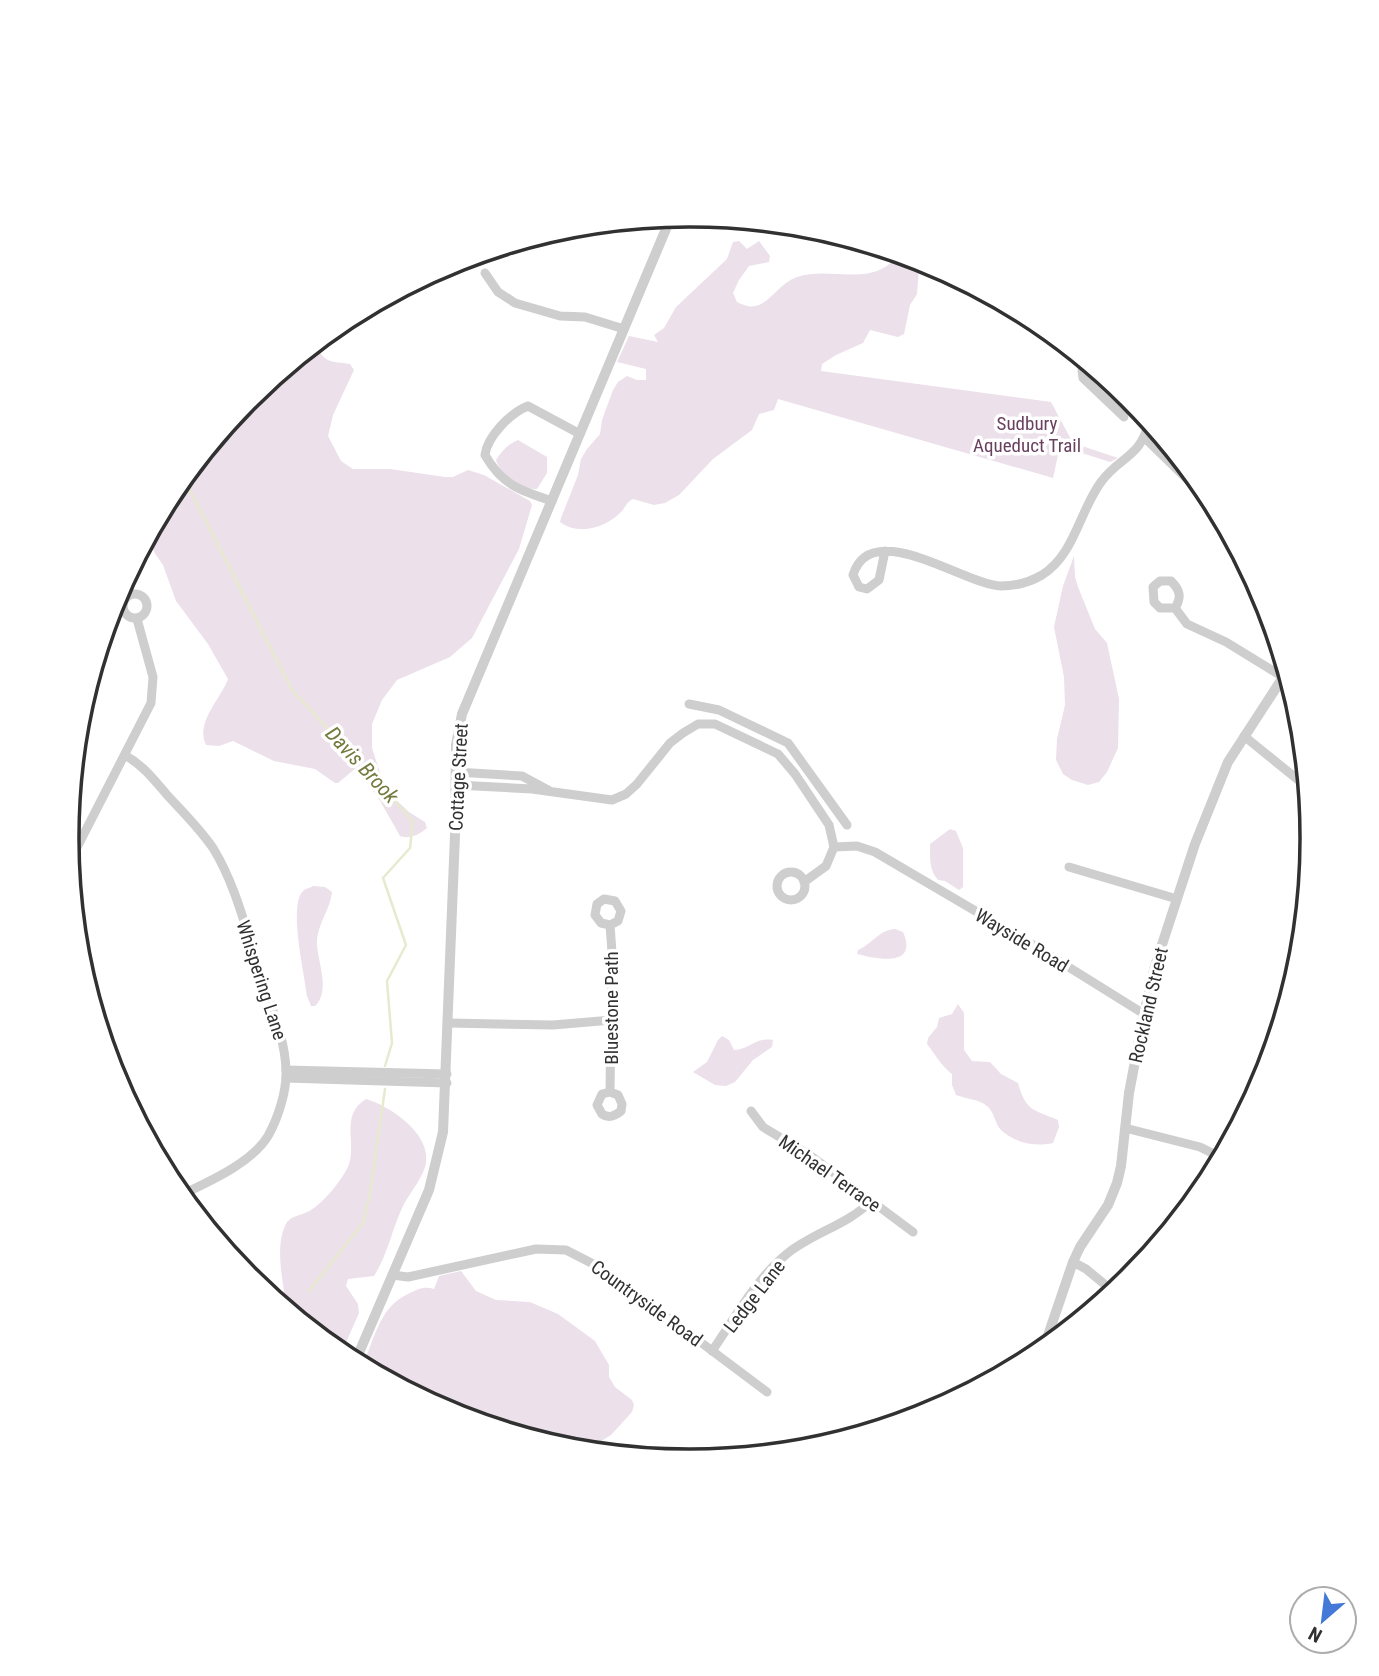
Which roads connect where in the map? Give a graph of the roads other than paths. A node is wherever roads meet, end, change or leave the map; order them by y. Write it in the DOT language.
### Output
graph roads {
  1 [pos="666,228"];
  2 [pos="485,273"];
  3 [pos="624,330"];
  4 [pos="1082,371"];
  5 [pos="1124,417"];
  6 [pos="1146,432"];
  7 [pos="580,434"];
  8 [pos="1145,438"];
  9 [pos="1176,469"];
  10 [pos="552,501"];
  11 [pos="885,551"];
  12 [pos="1175,608"];
  13 [pos="137,619"];
  14 [pos="1276,669"];
  15 [pos="1280,682"];
  16 [pos="689,705"];
  17 [pos="710,709"];
  18 [pos="707,724"];
  19 [pos="1244,736"];
  20 [pos="788,743"];
  21 [pos="778,754"];
  22 [pos="126,755"];
  23 [pos="456,772"];
  24 [pos="1297,779"];
  25 [pos="456,785"];
  26 [pos="551,792"];
  27 [pos="825,792"];
  28 [pos="813,800"];
  29 [pos="847,825"];
  30 [pos="79,844"];
  31 [pos="834,846"];
  32 [pos="1069,867"];
  33 [pos="804,883"];
  34 [pos="1177,899"];
  35 [pos="610,925"];
  36 [pos="1143,1014"];
  37 [pos="611,1020"];
  38 [pos="449,1023"];
  39 [pos="286,1074"];
  40 [pos="447,1079"];
  41 [pos="610,1092"];
  42 [pos="751,1111"];
  43 [pos="1125,1128"];
  44 [pos="1212,1153"];
  45 [pos="191,1190"];
  46 [pos="870,1200"];
  47 [pos="913,1232"];
  48 [pos="1073,1262"];
  49 [pos="393,1275"];
  50 [pos="1105,1285"];
  51 [pos="1049,1331"];
  52 [pos="712,1351"];
  53 [pos="359,1352"];
  54 [pos="767,1392"];
  1 -- 3 [label="street, Cottage Street"];
  2 -- 3 [label="street"];
  3 -- 7 [label="street, Cottage Street"];
  4 -- 5 [label="street"];
  6 -- 8 [label="street"];
  7 -- 10 [label="street, Cottage Street"];
  7 -- 10 [label="street"];
  8 -- 9 [label="street"];
  8 -- 11 [label="street"];
  10 -- 23 [label="street, Cottage Street"];
  11 -- 11 [label="street"];
  12 -- 14 [label="street"];
  13 -- 22 [label="street"];
  15 -- 19 [label="street, Rockland Street"];
  16 -- 17 [label="street"];
  17 -- 18 [label="street"];
  17 -- 20 [label="street"];
  18 -- 21 [label="street"];
  18 -- 26 [label="street"];
  19 -- 24 [label="street"];
  19 -- 34 [label="street, Rockland Street"];
  20 -- 21 [label="street"];
  20 -- 27 [label="street"];
  21 -- 28 [label="street"];
  22 -- 30 [label="street"];
  22 -- 39 [label="street, Whispering Lane"];
  23 -- 25 [label="street, Cottage Street"];
  23 -- 26 [label="street"];
  25 -- 26 [label="street"];
  25 -- 38 [label="street, Cottage Street"];
  27 -- 28 [label="street"];
  27 -- 29 [label="street"];
  28 -- 31 [label="street"];
  31 -- 33 [label="street"];
  31 -- 36 [label="street, Wayside Road"];
  32 -- 34 [label="street"];
  34 -- 36 [label="street, Rockland Street"];
  35 -- 37 [label="street, Bluestone Path"];
  36 -- 43 [label="street, Rockland Street"];
  37 -- 38 [label="street"];
  37 -- 41 [label="street, Bluestone Path"];
  38 -- 40 [label="street, Cottage Street"];
  39 -- 40 [label="street"];
  39 -- 45 [label="street, Whispering Lane"];
  40 -- 49 [label="street, Cottage Street"];
  42 -- 46 [label="street, Michael Terrace"];
  43 -- 44 [label="street"];
  43 -- 48 [label="street, Rockland Street"];
  46 -- 47 [label="street, Michael Terrace"];
  46 -- 52 [label="street, Ledge Lane"];
  48 -- 50 [label="street"];
  48 -- 51 [label="street, Rockland Street"];
  49 -- 52 [label="street, Countryside Road"];
  49 -- 53 [label="street, Cottage Street"];
  52 -- 54 [label="street, Countryside Road"];
}
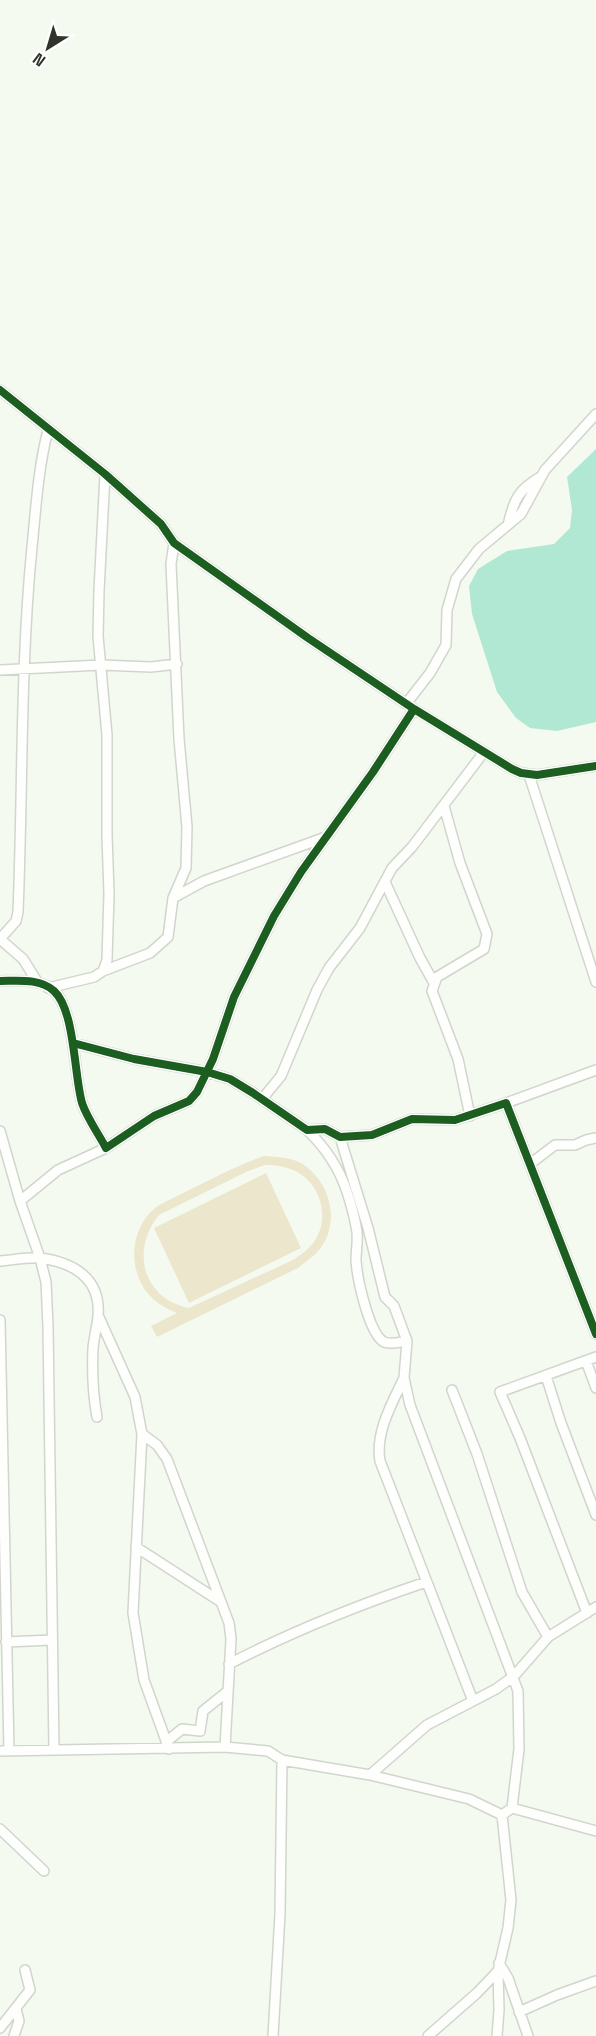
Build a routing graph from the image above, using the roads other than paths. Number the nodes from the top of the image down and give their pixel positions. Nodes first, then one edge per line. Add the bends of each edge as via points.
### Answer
1 (0, 390) edge
2 (596, 414) edge
3 (48, 430) junction
4 (105, 474) junction
5 (542, 476) junction
6 (508, 525) junction
7 (174, 543) junction
8 (101, 664) junction
9 (177, 664) junction
10 (0, 670) edge
11 (23, 670) junction
12 (410, 706) junction
13 (484, 752) junction
14 (596, 765) edge
15 (529, 775) junction
16 (444, 806) junction
17 (326, 837) junction
18 (385, 882) junction
19 (173, 898) junction
20 (0, 939) edge
21 (103, 971) junction
22 (0, 981) edge
23 (596, 982) edge
24 (38, 983) junction
25 (434, 983) junction
26 (48, 988) junction
27 (73, 1042) junction
28 (596, 1070) edge
29 (207, 1072) junction
30 (262, 1099) junction
31 (506, 1103) junction
32 (470, 1116) junction
33 (307, 1130) junction
34 (0, 1131) edge
35 (340, 1137) junction
36 (596, 1138) edge
37 (106, 1148) junction
38 (530, 1164) junction
39 (20, 1201) junction
40 (40, 1258) junction
41 (0, 1261) edge
42 (98, 1315) junction
43 (0, 1320) edge
44 (596, 1334) edge
45 (407, 1341) junction
46 (596, 1357) edge
47 (586, 1361) junction
48 (546, 1377) junction
49 (404, 1378) junction
50 (596, 1388) edge
51 (452, 1390) dead end
52 (97, 1417) dead end
53 (141, 1434) junction
54 (596, 1515) edge
55 (136, 1547) junction
56 (426, 1582) junction
57 (221, 1602) junction
58 (596, 1607) edge
59 (587, 1613) junction
60 (548, 1637) junction
61 (52, 1640) junction
62 (6, 1642) junction
63 (229, 1664) junction
64 (514, 1676) junction
65 (228, 1691) junction
66 (473, 1701) junction
67 (167, 1745) junction
68 (225, 1747) junction
69 (54, 1750) junction
70 (4, 1751) edge
71 (282, 1760) junction
72 (370, 1775) junction
73 (512, 1808) junction
74 (502, 1815) junction
75 (0, 1829) edge
76 (596, 1831) edge
77 (44, 1871) dead end
78 (499, 1967) junction
79 (25, 1970) dead end
80 (596, 1980) edge
81 (16, 2009) junction
82 (519, 2012) junction
83 (0, 2028) edge
84 (14, 2036) edge
85 (273, 2036) edge
86 (428, 2036) edge
87 (497, 2036) edge
88 (528, 2036) edge

1 - 3 street
2 - 5 street
3 - 4 street
3 - 11 street via 39,471
4 - 7 street via 161,524
4 - 8 street via 98,636
5 - 6 street via 526,507
5 - 6 street via 518,494
6 - 12 street via 479,549 456,579 447,610 446,645
7 - 9 street via 171,564
7 - 12 street
8 - 9 street
8 - 11 street
8 - 21 street via 107,735 109,894 107,960
9 - 19 street via 187,837 186,868
10 - 11 street
11 - 20 street via 18,912 16,921
12 - 13 street
12 - 17 street via 373,772
13 - 15 street
13 - 16 street
14 - 15 street
15 - 23 street
16 - 18 street via 392,868
16 - 25 street via 487,934 484,950 436,977
17 - 19 street via 204,881
17 - 29 street via 255,952
18 - 25 street
18 - 30 street via 360,928 329,968 281,1076
19 - 21 street via 168,937 150,953
20 - 24 street via 22,959
21 - 26 street via 94,977
22 - 24 street
24 - 26 street
25 - 32 street via 432,991 458,1059
26 - 27 street via 60,1000
27 - 29 street via 134,1059
27 - 37 street via 83,1105
28 - 31 street
29 - 30 street via 230,1079
29 - 37 street via 189,1101 154,1116
30 - 33 street
31 - 32 street
31 - 38 street
32 - 35 street via 455,1120 412,1119 372,1135
33 - 35 street via 325,1129
33 - 45 street via 338,1168 347,1192 357,1233 356,1262 374,1330 389,1344
34 - 39 street
35 - 45 street via 385,1297 394,1306
36 - 38 street via 575,1145 555,1145
37 - 39 street via 58,1170
38 - 44 street
39 - 40 street
40 - 41 street
40 - 42 street via 84,1274 97,1296
40 - 61 street via 46,1282 48,1326
42 - 52 street via 93,1351
42 - 53 street via 135,1397
43 - 62 street
45 - 49 street
46 - 47 street
47 - 48 street
47 - 50 street
48 - 54 street
48 - 59 street via 500,1392
49 - 56 street via 382,1432 378,1454
49 - 64 street via 419,1432
51 - 60 street via 522,1592
53 - 55 street
53 - 57 street via 157,1445 167,1459
55 - 57 street
55 - 67 street via 134,1613 139,1653 144,1680
56 - 63 street via 320,1620
56 - 66 street
57 - 63 street via 229,1623
58 - 59 street
59 - 60 street
60 - 64 street
61 - 62 street
61 - 69 street
62 - 70 street
63 - 65 street
64 - 66 street
64 - 73 street via 520,1737
65 - 67 street via 203,1712 200,1731 182,1730
65 - 68 street
66 - 72 street via 427,1725
67 - 68 street
67 - 69 street
68 - 71 street via 268,1751
69 - 70 street
71 - 72 street
71 - 85 street via 280,1914
72 - 74 street via 469,1799
73 - 74 street
73 - 76 street
74 - 78 street via 511,1900
75 - 77 street
78 - 82 street via 508,1978
78 - 86 street via 477,1993
78 - 87 street
79 - 81 street via 30,1990
80 - 82 street
81 - 83 street
81 - 84 street via 19,2020
82 - 88 street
========================
When the word "Countryside" turns up on a line of the material above, copy that line.

RESULT:
  49 -- 52 [label="street, Countryside Road"];
  52 -- 54 [label="street, Countryside Road"];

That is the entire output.